La resaca navideña que nadie quiere mirar

El 25 de diciembre se instala con una quietud particular. Tras días dominados por el consumo intenso, mensajes oficiales cargados de optimismo y una avalancha comercial constante, la ciudad parece detenerse. Las decoraciones permanecen, pero el entusiasmo se ha disipado. Para muchas familias ecuatorianas, esta fecha no representa solo el cierre de una celebración, sino el inicio de una inquietud concreta: asumir el impacto económico que dejó una Navidad sostenida a base de esfuerzo y presión.

Durante diciembre, las finanzas de los hogares fueron sometidas a una exigencia extrema. Salarios que no crecen, empleos inestables, alta informalidad y un costo de vida cada vez más difícil de cubrir contrastaron con una lógica festiva que impulsa a gastar como símbolo de bienestar. Cuando el calendario marca el 25 y la actividad comercial se reduce, la realidad aparece con claridad: obligaciones pendientes, endeudamiento creciente y un enero que se proyecta desafiante.

Esta jornada pone en evidencia una desigualdad profunda que el relato navideño suele disimular.
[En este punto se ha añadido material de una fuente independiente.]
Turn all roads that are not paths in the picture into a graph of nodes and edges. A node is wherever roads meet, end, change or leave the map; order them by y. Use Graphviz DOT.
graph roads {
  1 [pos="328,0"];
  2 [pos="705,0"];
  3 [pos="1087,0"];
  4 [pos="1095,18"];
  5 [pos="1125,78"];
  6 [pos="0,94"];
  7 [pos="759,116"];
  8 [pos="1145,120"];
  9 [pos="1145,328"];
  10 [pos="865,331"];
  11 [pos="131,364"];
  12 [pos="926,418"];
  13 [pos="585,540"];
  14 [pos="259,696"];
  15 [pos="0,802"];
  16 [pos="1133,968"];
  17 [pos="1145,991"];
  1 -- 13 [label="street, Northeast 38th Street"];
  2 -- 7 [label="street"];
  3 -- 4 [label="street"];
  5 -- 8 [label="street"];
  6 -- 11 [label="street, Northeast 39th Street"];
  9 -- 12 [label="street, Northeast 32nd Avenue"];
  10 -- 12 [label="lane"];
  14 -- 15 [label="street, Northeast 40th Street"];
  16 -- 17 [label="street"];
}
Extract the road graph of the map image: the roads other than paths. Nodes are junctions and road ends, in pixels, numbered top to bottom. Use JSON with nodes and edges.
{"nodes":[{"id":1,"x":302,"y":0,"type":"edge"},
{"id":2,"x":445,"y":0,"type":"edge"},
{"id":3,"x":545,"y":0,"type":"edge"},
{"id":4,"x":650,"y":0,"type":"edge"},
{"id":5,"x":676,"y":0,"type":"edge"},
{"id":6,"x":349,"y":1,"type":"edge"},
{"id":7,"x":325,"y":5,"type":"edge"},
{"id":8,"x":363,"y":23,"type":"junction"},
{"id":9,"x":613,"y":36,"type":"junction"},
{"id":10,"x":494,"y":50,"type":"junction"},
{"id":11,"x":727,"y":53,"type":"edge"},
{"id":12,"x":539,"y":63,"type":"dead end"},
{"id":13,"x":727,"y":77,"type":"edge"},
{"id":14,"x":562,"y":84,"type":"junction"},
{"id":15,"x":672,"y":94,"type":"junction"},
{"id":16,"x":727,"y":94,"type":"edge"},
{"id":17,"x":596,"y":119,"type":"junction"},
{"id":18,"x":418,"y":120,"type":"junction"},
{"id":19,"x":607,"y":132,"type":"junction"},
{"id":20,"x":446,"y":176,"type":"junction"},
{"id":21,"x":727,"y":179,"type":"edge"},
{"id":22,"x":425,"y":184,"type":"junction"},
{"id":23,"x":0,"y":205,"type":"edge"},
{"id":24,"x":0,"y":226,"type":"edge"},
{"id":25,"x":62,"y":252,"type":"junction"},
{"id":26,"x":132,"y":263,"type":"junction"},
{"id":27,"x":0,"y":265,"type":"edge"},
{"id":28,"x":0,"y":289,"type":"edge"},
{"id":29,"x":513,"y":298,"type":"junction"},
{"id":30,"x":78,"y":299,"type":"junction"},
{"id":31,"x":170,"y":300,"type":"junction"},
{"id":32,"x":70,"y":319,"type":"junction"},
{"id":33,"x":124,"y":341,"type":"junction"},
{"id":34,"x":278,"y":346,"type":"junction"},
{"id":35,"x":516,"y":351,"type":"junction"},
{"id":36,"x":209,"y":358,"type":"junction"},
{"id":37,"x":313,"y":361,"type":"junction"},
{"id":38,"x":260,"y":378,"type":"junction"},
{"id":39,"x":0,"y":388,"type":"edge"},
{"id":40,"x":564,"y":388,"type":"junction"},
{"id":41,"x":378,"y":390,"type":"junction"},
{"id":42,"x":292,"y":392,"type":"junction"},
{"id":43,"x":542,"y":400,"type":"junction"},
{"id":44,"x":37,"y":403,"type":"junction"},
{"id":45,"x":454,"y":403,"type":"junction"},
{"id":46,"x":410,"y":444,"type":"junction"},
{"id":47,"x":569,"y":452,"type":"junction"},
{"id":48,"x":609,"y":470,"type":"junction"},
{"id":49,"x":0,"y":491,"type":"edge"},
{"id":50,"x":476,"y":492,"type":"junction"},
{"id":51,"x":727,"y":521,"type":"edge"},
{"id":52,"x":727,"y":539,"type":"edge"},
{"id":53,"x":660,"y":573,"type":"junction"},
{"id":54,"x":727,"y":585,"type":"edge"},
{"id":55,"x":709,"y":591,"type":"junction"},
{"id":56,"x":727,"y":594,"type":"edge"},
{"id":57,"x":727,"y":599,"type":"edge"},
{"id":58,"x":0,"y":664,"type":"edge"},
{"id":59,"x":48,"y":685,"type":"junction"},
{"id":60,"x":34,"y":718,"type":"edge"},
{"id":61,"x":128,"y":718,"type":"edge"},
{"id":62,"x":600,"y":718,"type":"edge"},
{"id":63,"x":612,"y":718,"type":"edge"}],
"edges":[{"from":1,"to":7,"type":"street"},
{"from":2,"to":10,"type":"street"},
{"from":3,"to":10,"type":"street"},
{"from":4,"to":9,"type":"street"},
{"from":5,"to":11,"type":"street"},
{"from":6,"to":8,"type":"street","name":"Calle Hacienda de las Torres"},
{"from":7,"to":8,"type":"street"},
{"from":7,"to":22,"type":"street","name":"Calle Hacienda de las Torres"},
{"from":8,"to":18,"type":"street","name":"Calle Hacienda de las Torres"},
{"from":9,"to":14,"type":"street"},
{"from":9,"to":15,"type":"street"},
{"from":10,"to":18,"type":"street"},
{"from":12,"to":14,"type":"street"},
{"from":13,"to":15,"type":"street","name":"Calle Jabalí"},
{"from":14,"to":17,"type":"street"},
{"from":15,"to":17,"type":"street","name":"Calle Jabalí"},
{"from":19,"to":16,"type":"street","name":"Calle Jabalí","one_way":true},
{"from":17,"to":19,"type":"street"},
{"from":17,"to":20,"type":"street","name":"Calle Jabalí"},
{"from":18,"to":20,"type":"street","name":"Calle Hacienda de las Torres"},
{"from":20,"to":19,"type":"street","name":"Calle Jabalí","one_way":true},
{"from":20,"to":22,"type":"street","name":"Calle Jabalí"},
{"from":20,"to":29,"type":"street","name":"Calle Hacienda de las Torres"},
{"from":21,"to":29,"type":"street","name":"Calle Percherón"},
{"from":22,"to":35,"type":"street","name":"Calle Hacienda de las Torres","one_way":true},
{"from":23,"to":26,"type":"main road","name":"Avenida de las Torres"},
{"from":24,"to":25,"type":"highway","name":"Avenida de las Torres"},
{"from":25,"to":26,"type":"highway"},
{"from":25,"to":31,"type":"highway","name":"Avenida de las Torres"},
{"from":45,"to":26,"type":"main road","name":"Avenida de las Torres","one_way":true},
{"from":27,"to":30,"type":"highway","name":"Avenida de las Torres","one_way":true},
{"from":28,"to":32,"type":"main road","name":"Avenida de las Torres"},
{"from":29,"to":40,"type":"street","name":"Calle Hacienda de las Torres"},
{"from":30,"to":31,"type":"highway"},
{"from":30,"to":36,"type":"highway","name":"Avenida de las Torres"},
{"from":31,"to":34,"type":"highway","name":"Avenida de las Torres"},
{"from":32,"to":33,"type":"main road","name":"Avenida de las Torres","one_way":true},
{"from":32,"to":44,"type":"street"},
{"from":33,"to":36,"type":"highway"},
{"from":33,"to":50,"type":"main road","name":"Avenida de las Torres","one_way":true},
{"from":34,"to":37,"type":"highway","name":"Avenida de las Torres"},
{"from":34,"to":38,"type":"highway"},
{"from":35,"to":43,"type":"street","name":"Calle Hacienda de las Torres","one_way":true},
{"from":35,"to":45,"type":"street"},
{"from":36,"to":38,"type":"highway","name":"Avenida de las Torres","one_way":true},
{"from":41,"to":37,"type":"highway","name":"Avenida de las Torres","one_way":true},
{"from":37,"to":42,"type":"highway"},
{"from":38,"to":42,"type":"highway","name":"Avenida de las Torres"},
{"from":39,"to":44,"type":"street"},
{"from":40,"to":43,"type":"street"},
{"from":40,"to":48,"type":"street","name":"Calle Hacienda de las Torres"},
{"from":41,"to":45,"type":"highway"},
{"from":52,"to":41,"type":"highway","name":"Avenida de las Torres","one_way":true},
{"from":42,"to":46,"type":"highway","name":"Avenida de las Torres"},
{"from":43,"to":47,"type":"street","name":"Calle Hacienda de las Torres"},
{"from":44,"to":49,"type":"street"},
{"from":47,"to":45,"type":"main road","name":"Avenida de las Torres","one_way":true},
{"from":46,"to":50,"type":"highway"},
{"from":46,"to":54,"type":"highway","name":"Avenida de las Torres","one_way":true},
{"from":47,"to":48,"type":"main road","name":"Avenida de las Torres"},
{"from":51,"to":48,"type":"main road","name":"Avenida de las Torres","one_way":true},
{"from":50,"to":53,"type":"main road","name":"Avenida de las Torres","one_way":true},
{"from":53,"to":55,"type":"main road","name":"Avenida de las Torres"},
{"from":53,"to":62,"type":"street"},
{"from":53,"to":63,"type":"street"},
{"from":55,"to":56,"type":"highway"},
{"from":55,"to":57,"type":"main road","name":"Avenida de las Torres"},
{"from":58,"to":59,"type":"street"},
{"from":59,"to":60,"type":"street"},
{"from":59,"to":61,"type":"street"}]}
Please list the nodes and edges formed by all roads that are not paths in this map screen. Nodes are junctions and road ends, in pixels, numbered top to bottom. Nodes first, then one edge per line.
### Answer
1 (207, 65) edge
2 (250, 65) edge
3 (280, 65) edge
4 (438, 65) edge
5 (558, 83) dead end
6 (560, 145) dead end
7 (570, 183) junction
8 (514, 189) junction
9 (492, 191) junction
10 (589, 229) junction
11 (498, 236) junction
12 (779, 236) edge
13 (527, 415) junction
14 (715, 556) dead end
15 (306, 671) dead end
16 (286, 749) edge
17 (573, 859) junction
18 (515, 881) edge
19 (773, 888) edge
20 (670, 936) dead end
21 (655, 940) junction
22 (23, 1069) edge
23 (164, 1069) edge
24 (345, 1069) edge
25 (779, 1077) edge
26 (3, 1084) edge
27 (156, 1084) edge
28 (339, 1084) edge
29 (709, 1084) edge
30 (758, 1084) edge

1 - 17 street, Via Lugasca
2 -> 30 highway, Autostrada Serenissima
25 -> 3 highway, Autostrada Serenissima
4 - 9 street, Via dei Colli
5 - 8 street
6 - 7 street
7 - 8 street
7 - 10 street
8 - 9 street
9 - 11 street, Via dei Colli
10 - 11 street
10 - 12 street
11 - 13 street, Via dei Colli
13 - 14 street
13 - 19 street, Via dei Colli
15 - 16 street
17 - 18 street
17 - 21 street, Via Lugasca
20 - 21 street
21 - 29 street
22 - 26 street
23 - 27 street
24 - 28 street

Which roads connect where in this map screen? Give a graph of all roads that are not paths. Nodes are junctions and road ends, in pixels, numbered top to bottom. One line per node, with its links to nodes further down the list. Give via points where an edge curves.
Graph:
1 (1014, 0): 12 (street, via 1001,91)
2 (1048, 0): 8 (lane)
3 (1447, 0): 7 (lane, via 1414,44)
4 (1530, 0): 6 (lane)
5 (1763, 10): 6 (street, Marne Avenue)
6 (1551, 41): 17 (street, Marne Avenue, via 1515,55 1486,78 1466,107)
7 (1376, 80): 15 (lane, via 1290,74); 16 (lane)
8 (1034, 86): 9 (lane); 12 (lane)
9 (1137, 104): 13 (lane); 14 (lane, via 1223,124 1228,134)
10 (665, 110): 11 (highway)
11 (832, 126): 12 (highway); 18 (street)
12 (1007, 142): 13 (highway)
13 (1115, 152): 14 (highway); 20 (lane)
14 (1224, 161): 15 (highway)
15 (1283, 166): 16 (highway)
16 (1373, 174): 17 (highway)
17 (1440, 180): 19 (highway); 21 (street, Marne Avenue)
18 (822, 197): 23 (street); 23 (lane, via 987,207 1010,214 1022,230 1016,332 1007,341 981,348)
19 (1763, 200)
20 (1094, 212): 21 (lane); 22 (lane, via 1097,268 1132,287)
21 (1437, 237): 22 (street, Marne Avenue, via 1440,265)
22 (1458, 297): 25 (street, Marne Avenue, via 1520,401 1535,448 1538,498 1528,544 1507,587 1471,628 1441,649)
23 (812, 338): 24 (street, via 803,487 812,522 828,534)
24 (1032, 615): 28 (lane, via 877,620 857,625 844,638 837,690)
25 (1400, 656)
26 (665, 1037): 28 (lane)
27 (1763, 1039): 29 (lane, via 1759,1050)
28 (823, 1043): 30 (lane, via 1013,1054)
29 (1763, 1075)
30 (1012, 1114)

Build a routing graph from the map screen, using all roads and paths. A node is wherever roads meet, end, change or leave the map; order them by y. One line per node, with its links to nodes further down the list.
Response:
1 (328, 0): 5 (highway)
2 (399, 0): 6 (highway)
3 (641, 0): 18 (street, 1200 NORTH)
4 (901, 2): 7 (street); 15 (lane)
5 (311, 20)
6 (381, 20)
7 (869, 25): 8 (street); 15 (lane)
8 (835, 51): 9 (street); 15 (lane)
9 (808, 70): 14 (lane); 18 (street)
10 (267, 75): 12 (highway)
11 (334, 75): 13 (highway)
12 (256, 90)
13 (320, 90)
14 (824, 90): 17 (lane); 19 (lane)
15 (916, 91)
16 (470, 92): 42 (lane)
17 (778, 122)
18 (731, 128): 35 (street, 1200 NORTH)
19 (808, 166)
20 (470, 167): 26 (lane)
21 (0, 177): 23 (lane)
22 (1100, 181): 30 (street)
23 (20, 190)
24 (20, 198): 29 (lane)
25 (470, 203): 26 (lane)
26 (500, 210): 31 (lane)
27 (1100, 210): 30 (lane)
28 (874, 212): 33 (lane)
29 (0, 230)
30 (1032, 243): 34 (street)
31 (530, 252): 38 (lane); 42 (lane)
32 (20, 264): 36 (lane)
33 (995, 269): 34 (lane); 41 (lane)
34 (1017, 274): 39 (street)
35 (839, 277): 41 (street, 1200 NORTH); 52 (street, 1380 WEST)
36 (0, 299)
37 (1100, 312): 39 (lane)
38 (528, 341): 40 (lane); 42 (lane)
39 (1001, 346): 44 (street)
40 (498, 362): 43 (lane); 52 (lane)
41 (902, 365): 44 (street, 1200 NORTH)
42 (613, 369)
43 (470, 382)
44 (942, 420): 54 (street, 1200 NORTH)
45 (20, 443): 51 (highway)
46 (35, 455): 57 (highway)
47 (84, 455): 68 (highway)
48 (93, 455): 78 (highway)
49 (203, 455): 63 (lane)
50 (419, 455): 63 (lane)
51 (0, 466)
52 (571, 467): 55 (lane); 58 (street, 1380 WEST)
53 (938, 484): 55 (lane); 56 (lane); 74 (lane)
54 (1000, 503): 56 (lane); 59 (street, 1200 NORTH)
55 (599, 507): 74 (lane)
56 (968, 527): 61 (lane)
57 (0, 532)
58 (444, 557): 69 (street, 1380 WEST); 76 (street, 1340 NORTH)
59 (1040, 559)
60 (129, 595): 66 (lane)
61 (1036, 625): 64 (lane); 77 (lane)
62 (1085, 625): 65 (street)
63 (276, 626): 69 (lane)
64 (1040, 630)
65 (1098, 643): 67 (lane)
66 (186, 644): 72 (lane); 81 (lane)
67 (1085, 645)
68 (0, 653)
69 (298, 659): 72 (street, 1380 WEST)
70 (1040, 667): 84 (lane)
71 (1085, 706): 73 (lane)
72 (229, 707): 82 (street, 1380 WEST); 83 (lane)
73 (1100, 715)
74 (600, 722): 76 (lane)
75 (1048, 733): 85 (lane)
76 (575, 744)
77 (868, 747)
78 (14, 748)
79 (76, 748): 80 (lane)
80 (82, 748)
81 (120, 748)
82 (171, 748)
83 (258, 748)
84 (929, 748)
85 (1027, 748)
Mientras algunos celebran con comodidad, otros realizan sacrificios silenciosos para no quedar excluidos de la dinámica social. El trasfondo del problema no es solo cultural, sino político. La carencia de políticas públicas que protejan los ingresos familiares y regulen el acceso al crédito convierte la Navidad en una carga económica para los sectores más vulnerables.

En el Ecuador, donde la economía nacional arrastra limitaciones estructurales y escasas oportunidades laborales sostenidas, esta presión se vive con mayor intensidad. Se incentiva el consumo como sinónimo de progreso, pero no se garantiza estabilidad ni seguridad financiera. Se promueve esperanza, sin atender las causas reales del deterioro económico.

El 25 de diciembre debería ser un momento de reflexión colectiva. Una economía verdaderamente justa no se mide por el gasto de una temporada, sino por la tranquilidad, dignidad y protección que ofrece a la ciudadanía durante todo el año.